Une symphonie de nombres et de puissances réglés avec précision a été déployée à la naissance du temps et de l’espace dans la symétrie parfaite d’une tête d’épingle incroyablement petite. Depuis, cette symphonie accompagne les forces déchaînées du désordre et son apparition infernale. Il a amené la violence furieuse de l’univers en pleine explosion à une harmonie dynamique, dans laquelle la vie s’est finalement déployée, prévue et calculée par la Cause de tout ce qui est devenu.
L’homme moderne qui doute ne doit pas craindre que la science supplante Dieu. La science Lui appartient et Il l’utilise à Sa gloire. Les chiffres célèbrent sa grandeur et son génie. Des générations d’érudits matérialistes, qui, avec leur croyance aveugle dans le chaos et le hasard, ont créé des régimes qui ont tyrannisé des peuples entiers avec leur idéologie perverse, sont couverts de honte. S’ils avaient étudié cette symphonie avec simplicité, ils auraient reconnu la grandeur du compositeur, les écailles matérialistes seraient tombées de leurs yeux, et ils auraient finalement vu ce qui est spontanément évident pour beaucoup de gens simples et d’analphabètes.
La science nous a montré que l’ordre émerge du désordre apparent. Mais qu’est-ce que « l’ordre » exactement ? Quelque chose qui est conforme à des lois fixes? Mais pourquoi exactement ces lois ? N’est-il pas temps de décrire l’ordre comme ce qui correspond à la volonté du Grand Attracteur Ultime ?
Errances de la science
Il semble que le monde scientifique, déconcerté par le comportement particulier des plus petites particules, fasse un mouvement de balancier, passant d’une attitude extrêmement sceptique à prédominance matérialiste à des points de vue qui semblent plutôt spirituels (ou virtuels?) de nature. On va jusqu’à faire dépendre l’existence même de ce que nous appelons la réalité concrète de sa perception.

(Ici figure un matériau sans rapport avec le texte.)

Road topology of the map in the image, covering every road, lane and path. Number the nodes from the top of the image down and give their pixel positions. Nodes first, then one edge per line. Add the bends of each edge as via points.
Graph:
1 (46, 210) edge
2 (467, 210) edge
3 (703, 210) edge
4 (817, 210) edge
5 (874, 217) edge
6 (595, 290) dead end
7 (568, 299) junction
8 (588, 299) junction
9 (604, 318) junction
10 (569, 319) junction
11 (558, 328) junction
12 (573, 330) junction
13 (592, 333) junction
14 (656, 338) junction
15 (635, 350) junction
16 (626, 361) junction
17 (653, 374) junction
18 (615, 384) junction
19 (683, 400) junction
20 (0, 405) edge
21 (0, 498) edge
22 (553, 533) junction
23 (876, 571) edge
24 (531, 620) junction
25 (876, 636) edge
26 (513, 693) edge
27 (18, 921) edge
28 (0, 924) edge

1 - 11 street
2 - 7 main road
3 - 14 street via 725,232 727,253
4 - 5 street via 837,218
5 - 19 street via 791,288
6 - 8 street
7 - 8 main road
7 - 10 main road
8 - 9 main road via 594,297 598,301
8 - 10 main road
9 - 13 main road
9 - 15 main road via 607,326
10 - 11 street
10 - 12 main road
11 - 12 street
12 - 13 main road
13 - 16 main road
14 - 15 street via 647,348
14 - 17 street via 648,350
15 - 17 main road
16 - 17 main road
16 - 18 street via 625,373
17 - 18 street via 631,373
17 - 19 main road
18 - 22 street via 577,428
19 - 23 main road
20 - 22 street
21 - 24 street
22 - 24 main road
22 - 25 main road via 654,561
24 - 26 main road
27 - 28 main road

Dans un tel contexte, on abandonne la voie sûre de la logique, c’est-à-dire les lois qui (devraient) régir notre pensée. Après tout, si la réalité dépendait de sa perception, non seulement cette réalité observée particulière n’apparaîtrait que lorsque nous en prendrions conscience, mais aussi son histoire avec sa propre chaîne de causes et d’effets, qui à son tour a dû avoir des conséquences sur d’autres réalités perçues. Tout cela devrait alors être parfaitement juste, de telle sorte que l’ensemble des faits observés forme un ensemble cohérent pour tous les observateurs possibles. En outre, il faut définir ce que l’on entend par « perception ». Le fait de voir? La conscience que l’on « voit » quelque chose ? Les observations d’êtres autres que nous, ou d’autres formes de perception, s’appliquent-elles également ici ?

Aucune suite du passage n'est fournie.